Items listed in a dataset:
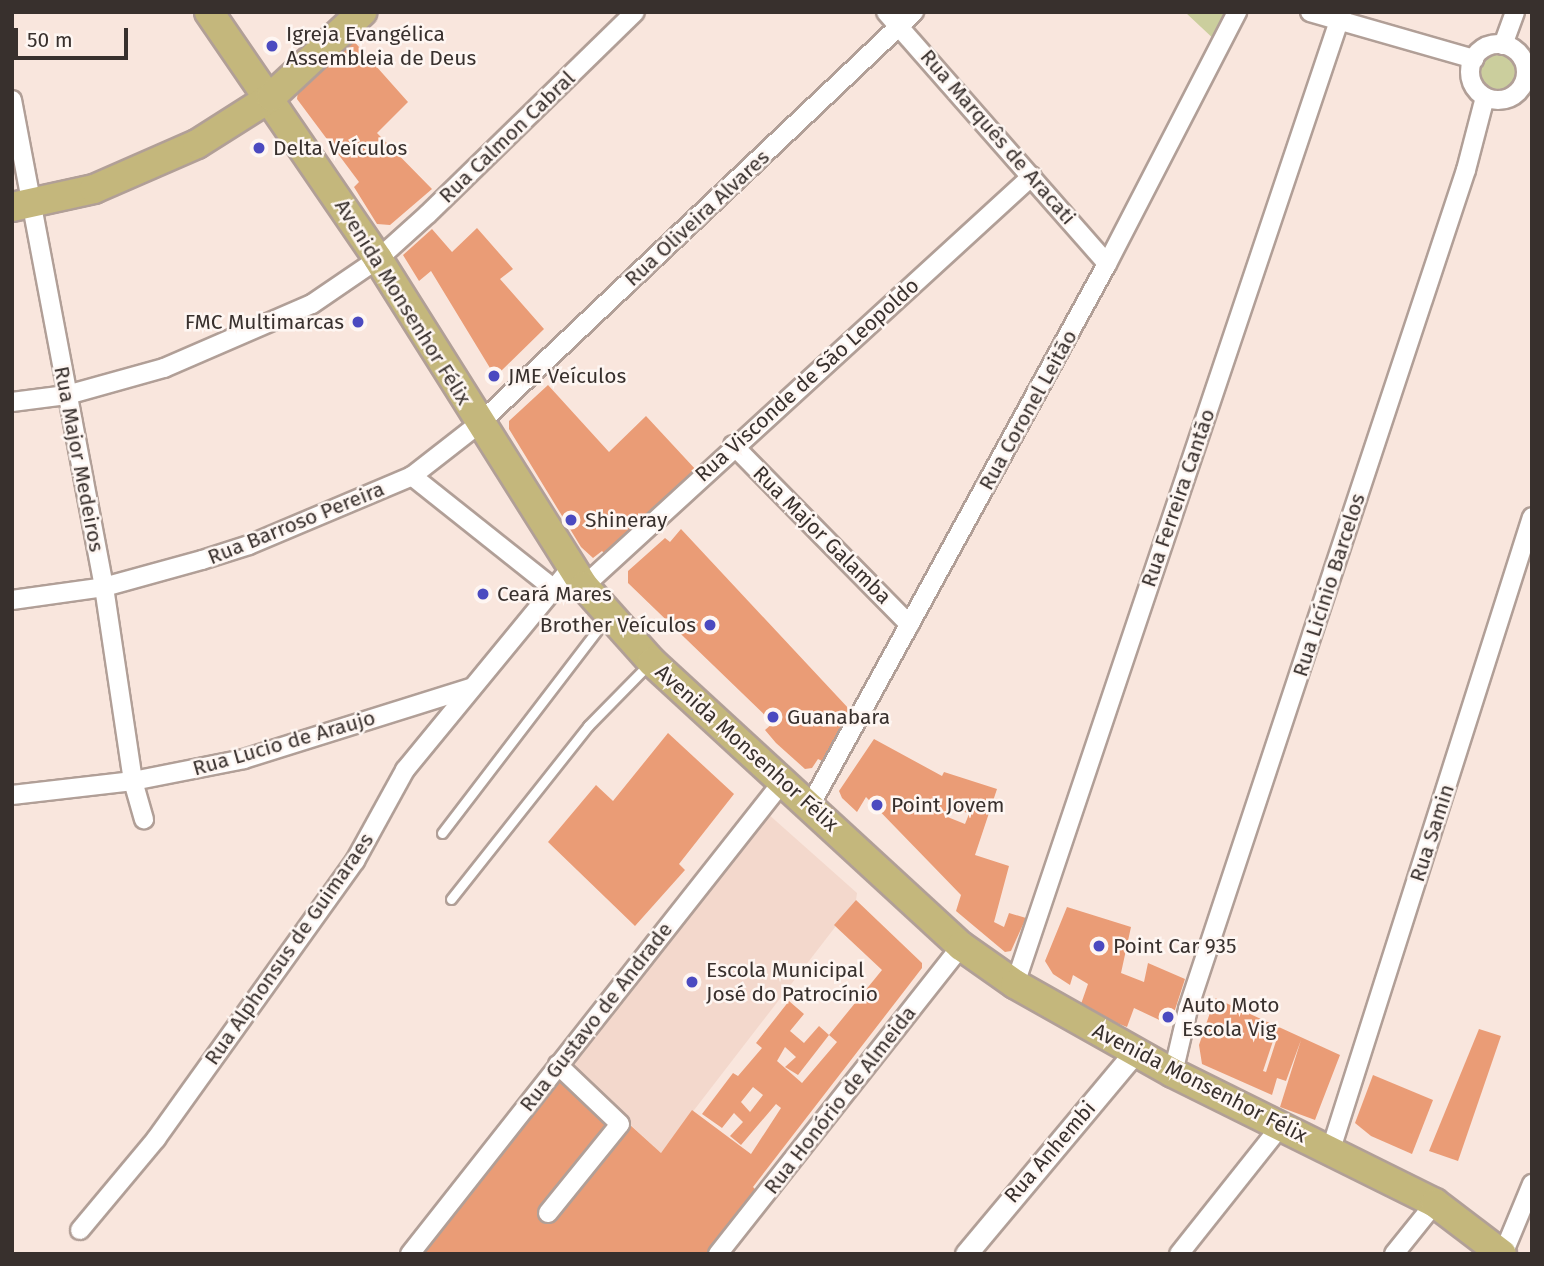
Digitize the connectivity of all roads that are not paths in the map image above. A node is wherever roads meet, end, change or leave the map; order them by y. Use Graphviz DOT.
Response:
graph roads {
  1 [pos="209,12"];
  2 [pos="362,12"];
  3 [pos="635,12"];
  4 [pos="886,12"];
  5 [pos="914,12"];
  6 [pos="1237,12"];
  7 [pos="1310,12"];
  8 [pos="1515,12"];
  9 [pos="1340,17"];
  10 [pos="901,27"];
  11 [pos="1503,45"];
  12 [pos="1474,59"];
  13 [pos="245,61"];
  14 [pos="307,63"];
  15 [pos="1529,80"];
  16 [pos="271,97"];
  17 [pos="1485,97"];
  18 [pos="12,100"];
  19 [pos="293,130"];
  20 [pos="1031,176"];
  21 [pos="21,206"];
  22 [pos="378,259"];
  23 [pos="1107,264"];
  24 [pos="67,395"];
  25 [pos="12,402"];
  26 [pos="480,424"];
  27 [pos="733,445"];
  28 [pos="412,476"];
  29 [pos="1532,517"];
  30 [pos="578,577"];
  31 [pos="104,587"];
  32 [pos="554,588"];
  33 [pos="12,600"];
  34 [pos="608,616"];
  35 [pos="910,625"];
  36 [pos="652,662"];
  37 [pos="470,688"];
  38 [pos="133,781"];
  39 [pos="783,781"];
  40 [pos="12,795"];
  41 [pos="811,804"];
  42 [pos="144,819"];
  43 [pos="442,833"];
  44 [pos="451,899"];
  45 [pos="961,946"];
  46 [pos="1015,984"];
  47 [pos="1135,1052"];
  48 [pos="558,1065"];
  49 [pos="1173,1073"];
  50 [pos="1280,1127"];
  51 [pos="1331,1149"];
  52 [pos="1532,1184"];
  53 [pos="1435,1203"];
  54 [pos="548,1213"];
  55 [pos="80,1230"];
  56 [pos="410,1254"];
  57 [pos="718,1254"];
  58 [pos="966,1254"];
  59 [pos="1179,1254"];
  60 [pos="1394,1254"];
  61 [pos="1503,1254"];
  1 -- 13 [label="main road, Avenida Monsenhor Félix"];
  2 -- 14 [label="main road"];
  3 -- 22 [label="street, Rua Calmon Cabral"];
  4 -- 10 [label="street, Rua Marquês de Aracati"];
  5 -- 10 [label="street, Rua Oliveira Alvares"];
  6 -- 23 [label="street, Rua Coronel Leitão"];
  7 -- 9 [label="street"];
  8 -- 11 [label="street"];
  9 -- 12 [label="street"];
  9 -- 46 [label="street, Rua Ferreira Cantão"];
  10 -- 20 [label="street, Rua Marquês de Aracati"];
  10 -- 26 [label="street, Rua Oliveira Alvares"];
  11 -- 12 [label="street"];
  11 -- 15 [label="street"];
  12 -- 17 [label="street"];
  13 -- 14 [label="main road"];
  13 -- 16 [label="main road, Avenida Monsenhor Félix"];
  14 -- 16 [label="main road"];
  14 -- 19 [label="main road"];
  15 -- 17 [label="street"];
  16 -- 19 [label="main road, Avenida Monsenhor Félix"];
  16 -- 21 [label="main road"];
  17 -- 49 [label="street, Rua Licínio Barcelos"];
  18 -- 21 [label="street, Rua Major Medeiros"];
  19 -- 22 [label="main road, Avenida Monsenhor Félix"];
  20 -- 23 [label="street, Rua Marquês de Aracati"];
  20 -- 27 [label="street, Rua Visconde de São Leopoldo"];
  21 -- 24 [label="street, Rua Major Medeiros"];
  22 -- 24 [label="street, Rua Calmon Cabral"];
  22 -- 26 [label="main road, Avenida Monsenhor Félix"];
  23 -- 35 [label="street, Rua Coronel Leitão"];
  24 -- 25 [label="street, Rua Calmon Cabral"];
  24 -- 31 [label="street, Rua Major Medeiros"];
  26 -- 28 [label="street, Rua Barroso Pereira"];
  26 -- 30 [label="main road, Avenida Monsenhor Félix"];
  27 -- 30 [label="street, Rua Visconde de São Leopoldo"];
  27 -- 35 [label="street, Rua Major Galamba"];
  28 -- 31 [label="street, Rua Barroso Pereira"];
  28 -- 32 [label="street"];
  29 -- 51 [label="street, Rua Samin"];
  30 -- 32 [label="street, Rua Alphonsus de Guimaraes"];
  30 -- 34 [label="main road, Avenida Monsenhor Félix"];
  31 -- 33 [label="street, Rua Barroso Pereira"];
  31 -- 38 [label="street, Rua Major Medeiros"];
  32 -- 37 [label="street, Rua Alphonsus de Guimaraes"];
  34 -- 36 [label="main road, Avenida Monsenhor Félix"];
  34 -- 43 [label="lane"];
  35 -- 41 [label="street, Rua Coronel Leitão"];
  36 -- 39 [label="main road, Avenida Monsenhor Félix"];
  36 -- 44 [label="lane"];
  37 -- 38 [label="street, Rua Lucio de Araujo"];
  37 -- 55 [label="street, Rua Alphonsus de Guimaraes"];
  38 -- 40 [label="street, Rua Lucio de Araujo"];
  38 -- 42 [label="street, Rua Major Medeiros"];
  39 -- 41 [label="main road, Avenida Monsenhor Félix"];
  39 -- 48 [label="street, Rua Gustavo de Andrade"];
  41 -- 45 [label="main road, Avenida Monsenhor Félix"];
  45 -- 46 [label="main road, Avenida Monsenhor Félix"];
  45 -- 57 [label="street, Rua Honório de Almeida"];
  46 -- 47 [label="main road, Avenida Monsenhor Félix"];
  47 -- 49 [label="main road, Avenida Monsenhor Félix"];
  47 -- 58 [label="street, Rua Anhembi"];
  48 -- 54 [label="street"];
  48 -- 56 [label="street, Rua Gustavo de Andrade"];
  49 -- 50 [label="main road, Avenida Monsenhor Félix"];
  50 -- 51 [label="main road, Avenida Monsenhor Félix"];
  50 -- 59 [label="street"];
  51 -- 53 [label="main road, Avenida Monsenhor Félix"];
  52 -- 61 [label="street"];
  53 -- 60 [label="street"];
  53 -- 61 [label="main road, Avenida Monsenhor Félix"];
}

*Task to complete:* Reproduce every record in full. Leave out the images.

*Task result:*
Digitize the connectivity of all roads that are not paths in the map image above. A node is wherever roads meet, end, change or leave the map; order them by y. Use Graphviz DOT.
Response:
graph roads {
  1 [pos="209,12"];
  2 [pos="362,12"];
  3 [pos="635,12"];
  4 [pos="886,12"];
  5 [pos="914,12"];
  6 [pos="1237,12"];
  7 [pos="1310,12"];
  8 [pos="1515,12"];
  9 [pos="1340,17"];
  10 [pos="901,27"];
  11 [pos="1503,45"];
  12 [pos="1474,59"];
  13 [pos="245,61"];
  14 [pos="307,63"];
  15 [pos="1529,80"];
  16 [pos="271,97"];
  17 [pos="1485,97"];
  18 [pos="12,100"];
  19 [pos="293,130"];
  20 [pos="1031,176"];
  21 [pos="21,206"];
  22 [pos="378,259"];
  23 [pos="1107,264"];
  24 [pos="67,395"];
  25 [pos="12,402"];
  26 [pos="480,424"];
  27 [pos="733,445"];
  28 [pos="412,476"];
  29 [pos="1532,517"];
  30 [pos="578,577"];
  31 [pos="104,587"];
  32 [pos="554,588"];
  33 [pos="12,600"];
  34 [pos="608,616"];
  35 [pos="910,625"];
  36 [pos="652,662"];
  37 [pos="470,688"];
  38 [pos="133,781"];
  39 [pos="783,781"];
  40 [pos="12,795"];
  41 [pos="811,804"];
  42 [pos="144,819"];
  43 [pos="442,833"];
  44 [pos="451,899"];
  45 [pos="961,946"];
  46 [pos="1015,984"];
  47 [pos="1135,1052"];
  48 [pos="558,1065"];
  49 [pos="1173,1073"];
  50 [pos="1280,1127"];
  51 [pos="1331,1149"];
  52 [pos="1532,1184"];
  53 [pos="1435,1203"];
  54 [pos="548,1213"];
  55 [pos="80,1230"];
  56 [pos="410,1254"];
  57 [pos="718,1254"];
  58 [pos="966,1254"];
  59 [pos="1179,1254"];
  60 [pos="1394,1254"];
  61 [pos="1503,1254"];
  1 -- 13 [label="main road, Avenida Monsenhor Félix"];
  2 -- 14 [label="main road"];
  3 -- 22 [label="street, Rua Calmon Cabral"];
  4 -- 10 [label="street, Rua Marquês de Aracati"];
  5 -- 10 [label="street, Rua Oliveira Alvares"];
  6 -- 23 [label="street, Rua Coronel Leitão"];
  7 -- 9 [label="street"];
  8 -- 11 [label="street"];
  9 -- 12 [label="street"];
  9 -- 46 [label="street, Rua Ferreira Cantão"];
  10 -- 20 [label="street, Rua Marquês de Aracati"];
  10 -- 26 [label="street, Rua Oliveira Alvares"];
  11 -- 12 [label="street"];
  11 -- 15 [label="street"];
  12 -- 17 [label="street"];
  13 -- 14 [label="main road"];
  13 -- 16 [label="main road, Avenida Monsenhor Félix"];
  14 -- 16 [label="main road"];
  14 -- 19 [label="main road"];
  15 -- 17 [label="street"];
  16 -- 19 [label="main road, Avenida Monsenhor Félix"];
  16 -- 21 [label="main road"];
  17 -- 49 [label="street, Rua Licínio Barcelos"];
  18 -- 21 [label="street, Rua Major Medeiros"];
  19 -- 22 [label="main road, Avenida Monsenhor Félix"];
  20 -- 23 [label="street, Rua Marquês de Aracati"];
  20 -- 27 [label="street, Rua Visconde de São Leopoldo"];
  21 -- 24 [label="street, Rua Major Medeiros"];
  22 -- 24 [label="street, Rua Calmon Cabral"];
  22 -- 26 [label="main road, Avenida Monsenhor Félix"];
  23 -- 35 [label="street, Rua Coronel Leitão"];
  24 -- 25 [label="street, Rua Calmon Cabral"];
  24 -- 31 [label="street, Rua Major Medeiros"];
  26 -- 28 [label="street, Rua Barroso Pereira"];
  26 -- 30 [label="main road, Avenida Monsenhor Félix"];
  27 -- 30 [label="street, Rua Visconde de São Leopoldo"];
  27 -- 35 [label="street, Rua Major Galamba"];
  28 -- 31 [label="street, Rua Barroso Pereira"];
  28 -- 32 [label="street"];
  29 -- 51 [label="street, Rua Samin"];
  30 -- 32 [label="street, Rua Alphonsus de Guimaraes"];
  30 -- 34 [label="main road, Avenida Monsenhor Félix"];
  31 -- 33 [label="street, Rua Barroso Pereira"];
  31 -- 38 [label="street, Rua Major Medeiros"];
  32 -- 37 [label="street, Rua Alphonsus de Guimaraes"];
  34 -- 36 [label="main road, Avenida Monsenhor Félix"];
  34 -- 43 [label="lane"];
  35 -- 41 [label="street, Rua Coronel Leitão"];
  36 -- 39 [label="main road, Avenida Monsenhor Félix"];
  36 -- 44 [label="lane"];
  37 -- 38 [label="street, Rua Lucio de Araujo"];
  37 -- 55 [label="street, Rua Alphonsus de Guimaraes"];
  38 -- 40 [label="street, Rua Lucio de Araujo"];
  38 -- 42 [label="street, Rua Major Medeiros"];
  39 -- 41 [label="main road, Avenida Monsenhor Félix"];
  39 -- 48 [label="street, Rua Gustavo de Andrade"];
  41 -- 45 [label="main road, Avenida Monsenhor Félix"];
  45 -- 46 [label="main road, Avenida Monsenhor Félix"];
  45 -- 57 [label="street, Rua Honório de Almeida"];
  46 -- 47 [label="main road, Avenida Monsenhor Félix"];
  47 -- 49 [label="main road, Avenida Monsenhor Félix"];
  47 -- 58 [label="street, Rua Anhembi"];
  48 -- 54 [label="street"];
  48 -- 56 [label="street, Rua Gustavo de Andrade"];
  49 -- 50 [label="main road, Avenida Monsenhor Félix"];
  50 -- 51 [label="main road, Avenida Monsenhor Félix"];
  50 -- 59 [label="street"];
  51 -- 53 [label="main road, Avenida Monsenhor Félix"];
  52 -- 61 [label="street"];
  53 -- 60 [label="street"];
  53 -- 61 [label="main road, Avenida Monsenhor Félix"];
}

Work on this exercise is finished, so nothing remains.